All patients should be examined for evidence of developing peripheral neuropathy. This may progress rapidly, leading to quadriplegia and bulbar and ventilatory paralysis. The latter is heralded by weakening of the voice. When signs of peripheral neuropathy are present, the expiratory peak flow-rate should be monitored. If there is any reduction in this rate, the blood gases should be checked, and the patient nursed in an Intensive Care Unit with facilities for assisted ventilation. Even in patients in whom there is widespread paralysis requiring assisted ventilation for many months, good functional recovery can still be expected. Attention should be given to splinting of the joints and appropriate physiotherapy in the paralysed patient.

Fluid and Electrolyte Balance:

Various disturbances of fluid and electrolyte balance are seen during the acute attack. Dehydration may occur, owing to persistent vomiting.

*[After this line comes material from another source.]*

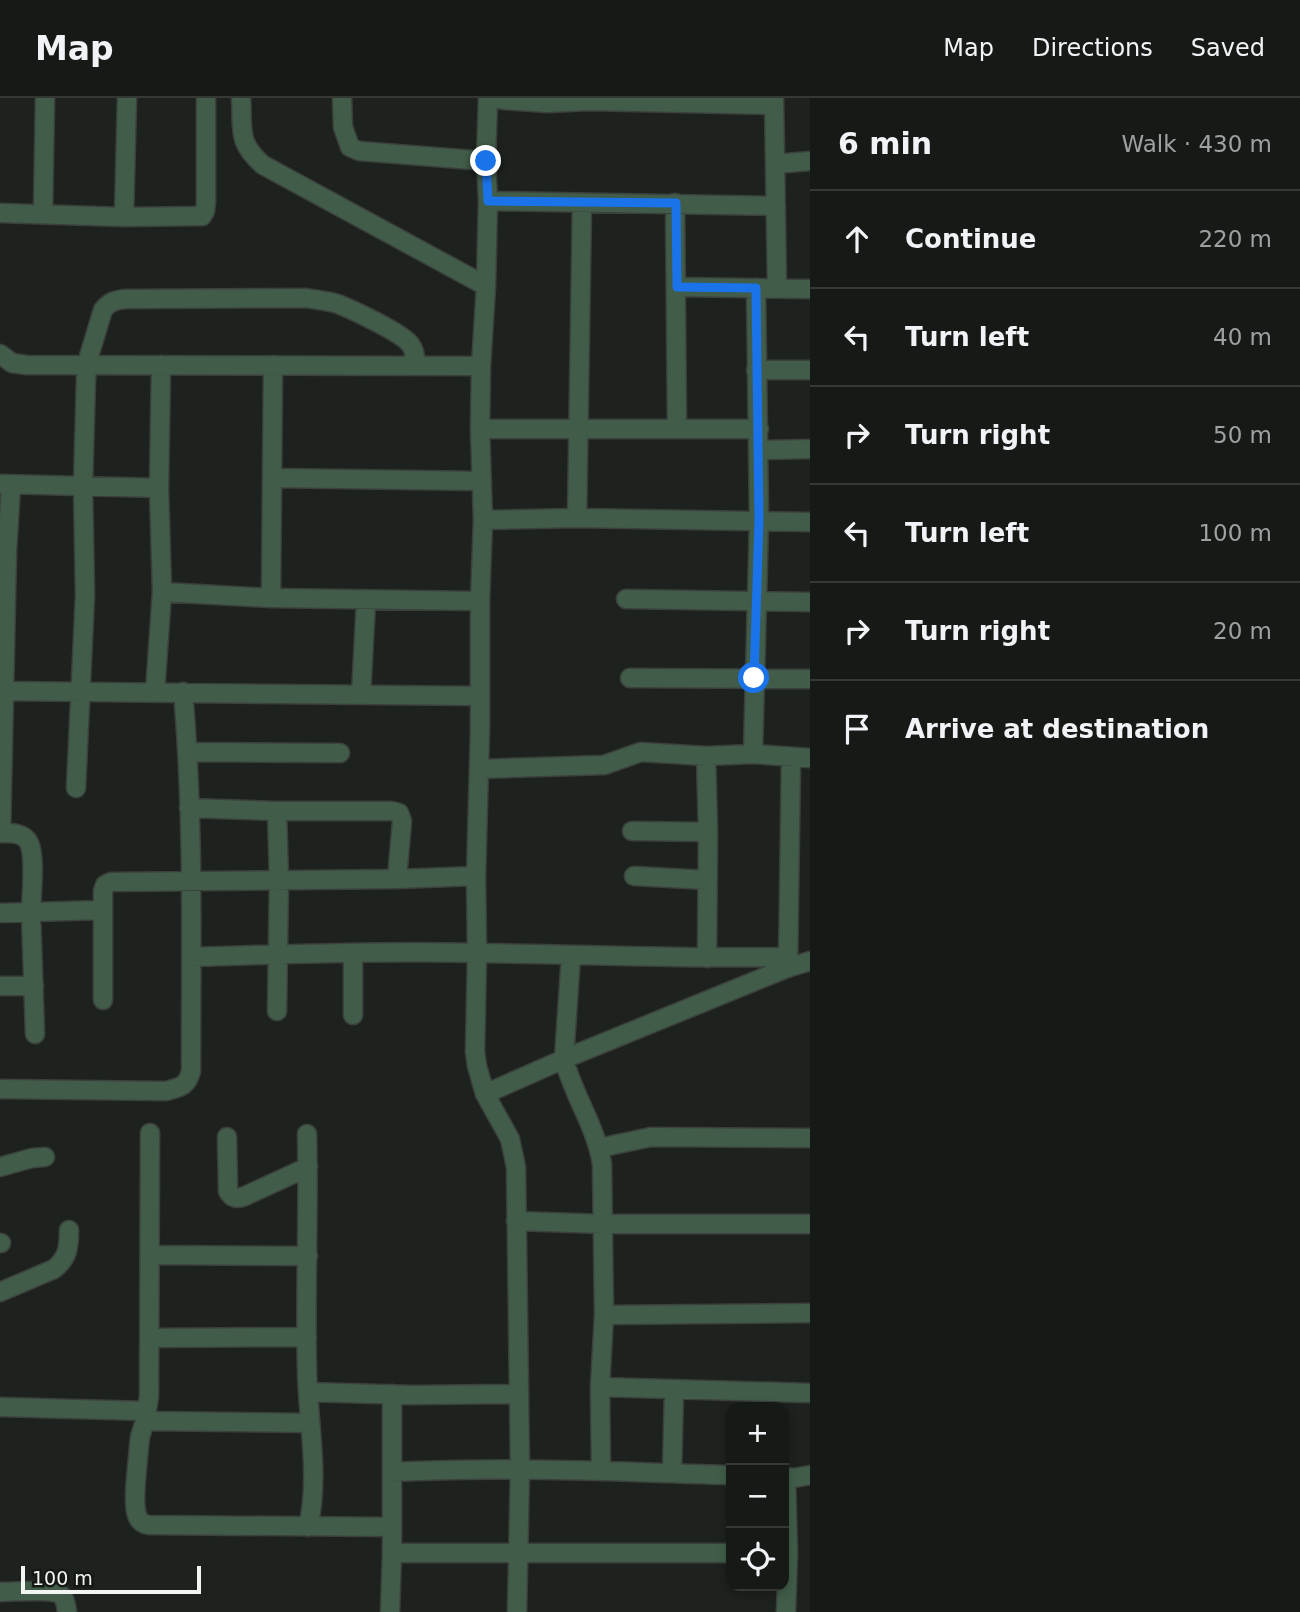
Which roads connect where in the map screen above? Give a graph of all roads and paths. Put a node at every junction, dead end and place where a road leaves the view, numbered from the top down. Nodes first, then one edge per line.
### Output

Hyponatraemia, secondary to inappropriate antidiuretic hormone secretion, may also occur, sometimes first becoming apparent after commencing intravenous fluids. The hyponatraemia can usually be controlled by restricting fluid intake. To maintain adequate carbohydrate intake while restricting fluid intake, it may be necessary to use higher concentrations of glucose, administered via a central venous line.